▶ **Records**
----

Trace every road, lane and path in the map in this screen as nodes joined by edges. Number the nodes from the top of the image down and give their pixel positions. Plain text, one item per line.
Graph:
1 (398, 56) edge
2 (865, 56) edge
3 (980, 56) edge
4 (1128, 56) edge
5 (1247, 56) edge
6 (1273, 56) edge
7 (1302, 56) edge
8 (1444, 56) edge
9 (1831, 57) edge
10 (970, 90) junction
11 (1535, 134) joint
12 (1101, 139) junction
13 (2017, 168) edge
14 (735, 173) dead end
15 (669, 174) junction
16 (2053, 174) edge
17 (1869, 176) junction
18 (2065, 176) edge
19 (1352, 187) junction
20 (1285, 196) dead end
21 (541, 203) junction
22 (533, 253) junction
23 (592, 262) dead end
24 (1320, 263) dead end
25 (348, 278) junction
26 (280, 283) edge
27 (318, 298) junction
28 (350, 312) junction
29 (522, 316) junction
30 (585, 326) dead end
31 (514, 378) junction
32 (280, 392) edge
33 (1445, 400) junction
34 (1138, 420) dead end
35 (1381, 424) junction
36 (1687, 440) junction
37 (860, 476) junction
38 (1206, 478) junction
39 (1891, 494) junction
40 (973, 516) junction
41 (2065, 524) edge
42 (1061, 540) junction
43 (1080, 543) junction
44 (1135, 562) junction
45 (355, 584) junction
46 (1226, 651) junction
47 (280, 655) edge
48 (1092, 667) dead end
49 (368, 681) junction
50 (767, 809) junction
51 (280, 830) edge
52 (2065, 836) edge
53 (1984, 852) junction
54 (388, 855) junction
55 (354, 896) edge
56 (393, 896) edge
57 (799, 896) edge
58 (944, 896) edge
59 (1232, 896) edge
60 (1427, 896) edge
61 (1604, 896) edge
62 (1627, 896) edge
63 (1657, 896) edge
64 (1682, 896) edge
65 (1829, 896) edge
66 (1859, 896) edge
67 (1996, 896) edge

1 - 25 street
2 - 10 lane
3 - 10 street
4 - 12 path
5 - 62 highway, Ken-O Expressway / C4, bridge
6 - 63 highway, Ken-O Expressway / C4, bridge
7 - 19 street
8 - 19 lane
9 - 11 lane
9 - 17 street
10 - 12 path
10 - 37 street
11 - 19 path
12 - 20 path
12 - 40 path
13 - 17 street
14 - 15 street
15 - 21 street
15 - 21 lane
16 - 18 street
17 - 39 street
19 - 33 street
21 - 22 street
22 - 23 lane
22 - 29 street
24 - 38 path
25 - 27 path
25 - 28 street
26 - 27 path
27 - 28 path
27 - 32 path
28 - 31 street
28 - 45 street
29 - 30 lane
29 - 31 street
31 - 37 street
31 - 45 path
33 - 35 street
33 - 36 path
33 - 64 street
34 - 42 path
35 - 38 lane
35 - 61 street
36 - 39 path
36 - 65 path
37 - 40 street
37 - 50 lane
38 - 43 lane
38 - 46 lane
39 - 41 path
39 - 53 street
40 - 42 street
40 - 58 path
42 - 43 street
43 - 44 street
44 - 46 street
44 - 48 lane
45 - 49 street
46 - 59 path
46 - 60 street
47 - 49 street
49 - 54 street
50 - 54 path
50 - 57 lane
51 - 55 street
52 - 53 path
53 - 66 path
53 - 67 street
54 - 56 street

----

▶ **Activity**
When the material above has been read, copy all of it exactly.

▶ **Task solution**
Trace every road, lane and path in the map in this screen as nodes joined by edges. Number the nodes from the top of the image down and give their pixel positions. Plain text, one item per line.
Graph:
1 (398, 56) edge
2 (865, 56) edge
3 (980, 56) edge
4 (1128, 56) edge
5 (1247, 56) edge
6 (1273, 56) edge
7 (1302, 56) edge
8 (1444, 56) edge
9 (1831, 57) edge
10 (970, 90) junction
11 (1535, 134) joint
12 (1101, 139) junction
13 (2017, 168) edge
14 (735, 173) dead end
15 (669, 174) junction
16 (2053, 174) edge
17 (1869, 176) junction
18 (2065, 176) edge
19 (1352, 187) junction
20 (1285, 196) dead end
21 (541, 203) junction
22 (533, 253) junction
23 (592, 262) dead end
24 (1320, 263) dead end
25 (348, 278) junction
26 (280, 283) edge
27 (318, 298) junction
28 (350, 312) junction
29 (522, 316) junction
30 (585, 326) dead end
31 (514, 378) junction
32 (280, 392) edge
33 (1445, 400) junction
34 (1138, 420) dead end
35 (1381, 424) junction
36 (1687, 440) junction
37 (860, 476) junction
38 (1206, 478) junction
39 (1891, 494) junction
40 (973, 516) junction
41 (2065, 524) edge
42 (1061, 540) junction
43 (1080, 543) junction
44 (1135, 562) junction
45 (355, 584) junction
46 (1226, 651) junction
47 (280, 655) edge
48 (1092, 667) dead end
49 (368, 681) junction
50 (767, 809) junction
51 (280, 830) edge
52 (2065, 836) edge
53 (1984, 852) junction
54 (388, 855) junction
55 (354, 896) edge
56 (393, 896) edge
57 (799, 896) edge
58 (944, 896) edge
59 (1232, 896) edge
60 (1427, 896) edge
61 (1604, 896) edge
62 (1627, 896) edge
63 (1657, 896) edge
64 (1682, 896) edge
65 (1829, 896) edge
66 (1859, 896) edge
67 (1996, 896) edge

1 - 25 street
2 - 10 lane
3 - 10 street
4 - 12 path
5 - 62 highway, Ken-O Expressway / C4, bridge
6 - 63 highway, Ken-O Expressway / C4, bridge
7 - 19 street
8 - 19 lane
9 - 11 lane
9 - 17 street
10 - 12 path
10 - 37 street
11 - 19 path
12 - 20 path
12 - 40 path
13 - 17 street
14 - 15 street
15 - 21 street
15 - 21 lane
16 - 18 street
17 - 39 street
19 - 33 street
21 - 22 street
22 - 23 lane
22 - 29 street
24 - 38 path
25 - 27 path
25 - 28 street
26 - 27 path
27 - 28 path
27 - 32 path
28 - 31 street
28 - 45 street
29 - 30 lane
29 - 31 street
31 - 37 street
31 - 45 path
33 - 35 street
33 - 36 path
33 - 64 street
34 - 42 path
35 - 38 lane
35 - 61 street
36 - 39 path
36 - 65 path
37 - 40 street
37 - 50 lane
38 - 43 lane
38 - 46 lane
39 - 41 path
39 - 53 street
40 - 42 street
40 - 58 path
42 - 43 street
43 - 44 street
44 - 46 street
44 - 48 lane
45 - 49 street
46 - 59 path
46 - 60 street
47 - 49 street
49 - 54 street
50 - 54 path
50 - 57 lane
51 - 55 street
52 - 53 path
53 - 66 path
53 - 67 street
54 - 56 street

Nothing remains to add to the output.